Give Up Your Beef With Meat Substitutes
The meat analogue industry is usually faced with one deal-breaking problem: fake meat just doesn't taste real. That's why in carnivorous countries like the U.S. it's going to take a little more than just knowing about the health and environmental consequences of eating meat before people give up their beef against meat substitutes.
Beyond Meat, a vegan meat startup, is making meat that purports to taste and feel just like real meat. Their products, containing no cholesterol, no saturated fats and lots of protein, also offer a healthier option than the real deal. They even claim their plant-based proteins may soon sell for less than industrially farmed meat.
But they're not the only ones that think they're on to something. The innovative company has managed to pique the interest of some big-shot backers. Both entrepreneurial incubator Obvious Corporation, created by Twitter co-founders Evan Williams and Biz Stone and former Twitter VP of Product Jason Goldman, and venture capitalist powerhouse Kleiner Perkins Caufield Byers have invested in the company.
"These guys are coming at the meat analogue industry not as a novelty kind of thing or hippy dippy," says Stone. "They were coming at it from this big science, super practical, scalable angle. They were saying, 'We want to get into the multi-billion-dollar meat industry with a plant-based meat.'"

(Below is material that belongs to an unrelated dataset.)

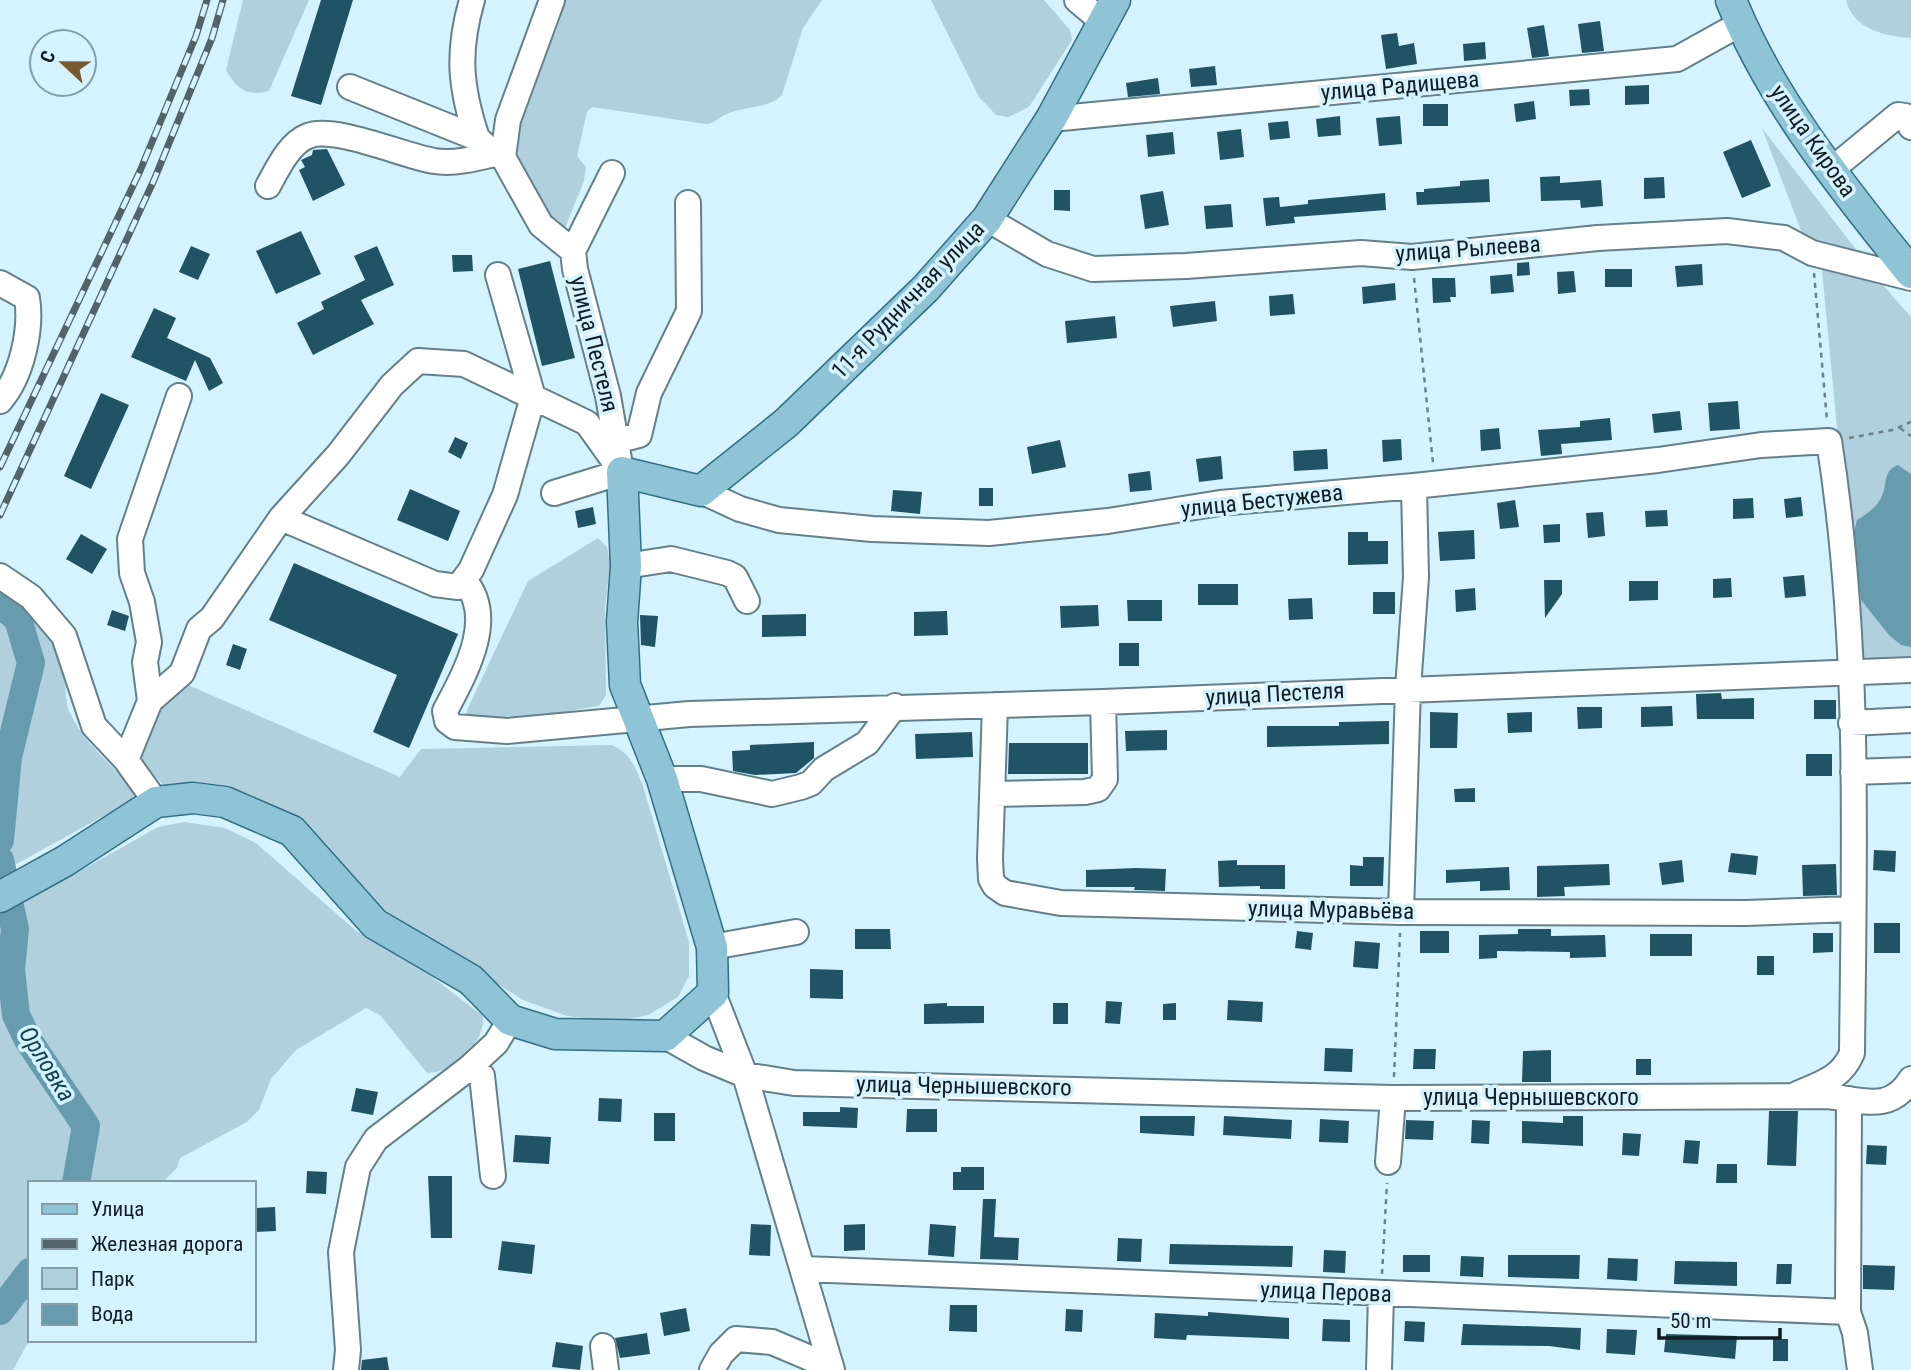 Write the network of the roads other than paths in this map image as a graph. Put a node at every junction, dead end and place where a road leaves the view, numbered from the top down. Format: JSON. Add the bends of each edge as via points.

The people over at Kleiner, too, were impressed with the company's potential. "Being able to change the game in terms of how we deliver protein to the growing human population is probably the single biggest thing anybody could do," says Amol Deshpande, a partner at the firm.
At this point, Beyond Meat already ships wholesale for less than the cost of naturally raised meat. Their soy-based chicken strips can already be found in the prepared foods section at Whole Foods in Northern California and soon at other grocery stores throughout the Western U.S.
For those who crave the flavor and feel of meat but cringe at the toll your meat fix takes on the earth or your health, Beyond Meat may be the answer to your calling. For veg-folk who are turned off by the meat itself — well, Stone warns, this stuff just might taste a little too real for you.